Harald Schneider ist unzufrieden mit seinem Weizen. Denn seit der Landwirt seine Felder nicht mehr so stark düngen darf, wachse das Getreide schlechter. "Den Weizen kann ich nur noch als Tierfutter verkaufen", sagt Schneider. Und da sei der Bauer aus Heidweiler (Kreis Bernkastel-Wittlich) nicht der Einzige: "Brotweizen können wir hier im Wittlicher Land gar nicht mehr produzieren." Denn in diesem Teil der Eifel sind die Regeln fürs Düngen besonders streng.
Der Grund ist, dass in einem Brunnen bei Sehlem, rund zehn Kilometer von Heidweiler entfernt, seit Jahren zu viel Nitrat nachgewiesen wird. Ein Schadstoff, der auch über Gülle und Dünger ins Grundwasser gelangt. Wenn die Bauern weniger davon ausbringen - so die Hoffnung im Mainzer Landwirtschaftsministerium - geht die Belastung zurück.

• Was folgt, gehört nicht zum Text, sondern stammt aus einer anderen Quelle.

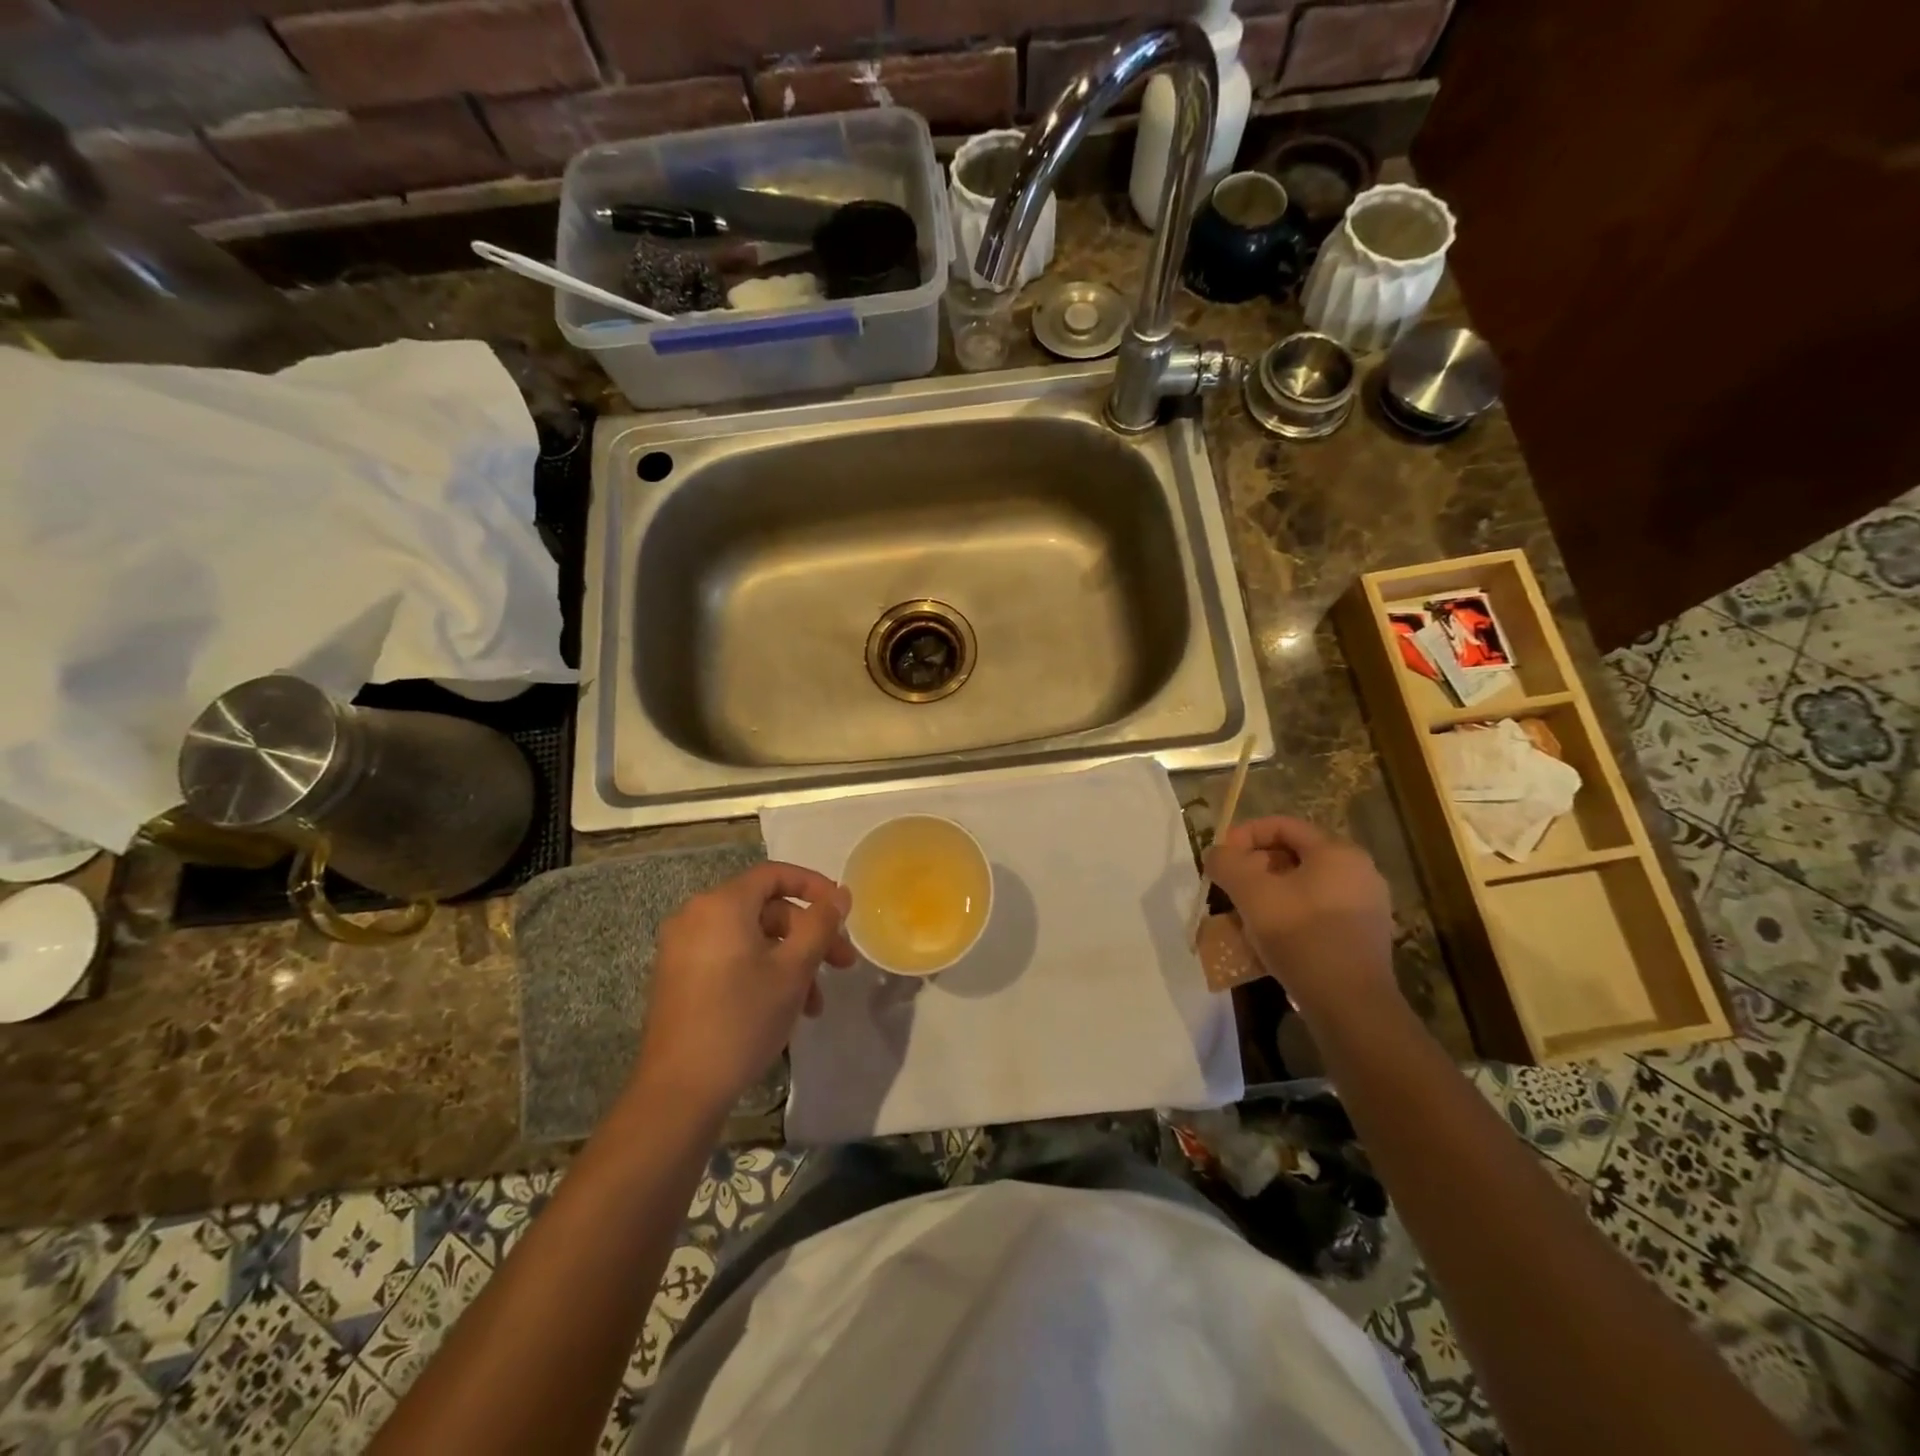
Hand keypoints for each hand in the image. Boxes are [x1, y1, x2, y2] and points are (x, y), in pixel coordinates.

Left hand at [635, 863, 853, 1113]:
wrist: (680, 1091)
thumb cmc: (742, 1019)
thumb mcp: (793, 969)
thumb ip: (820, 924)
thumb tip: (840, 893)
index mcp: (721, 905)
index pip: (774, 874)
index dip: (814, 886)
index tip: (842, 911)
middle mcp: (695, 916)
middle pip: (765, 909)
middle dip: (808, 935)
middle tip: (842, 965)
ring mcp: (682, 949)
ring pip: (751, 939)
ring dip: (789, 961)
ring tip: (815, 1004)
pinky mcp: (678, 978)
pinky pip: (730, 958)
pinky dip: (761, 971)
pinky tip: (784, 1008)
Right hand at [1204, 816, 1396, 1022]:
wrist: (1350, 1005)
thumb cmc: (1301, 936)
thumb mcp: (1251, 892)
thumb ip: (1226, 863)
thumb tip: (1217, 855)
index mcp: (1337, 852)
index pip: (1282, 825)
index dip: (1244, 835)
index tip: (1221, 858)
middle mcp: (1358, 871)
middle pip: (1293, 855)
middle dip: (1254, 868)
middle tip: (1229, 888)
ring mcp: (1365, 906)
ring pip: (1303, 886)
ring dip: (1268, 894)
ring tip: (1242, 915)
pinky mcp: (1363, 936)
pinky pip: (1316, 912)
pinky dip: (1288, 916)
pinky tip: (1267, 939)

Landwirt: "Ich verliere im Jahr etliche Tausend Euro"
Für Bauer Schneider bedeutet das aber: "Pro Hektar verliere ich 200 Euro. Über das Jahr sind das etliche tausend Euro und für die Landwirte in der Region sind es Millionen." Denn Tierfutter könnten sie längst nicht so teuer verkaufen wie Qualitätsweizen.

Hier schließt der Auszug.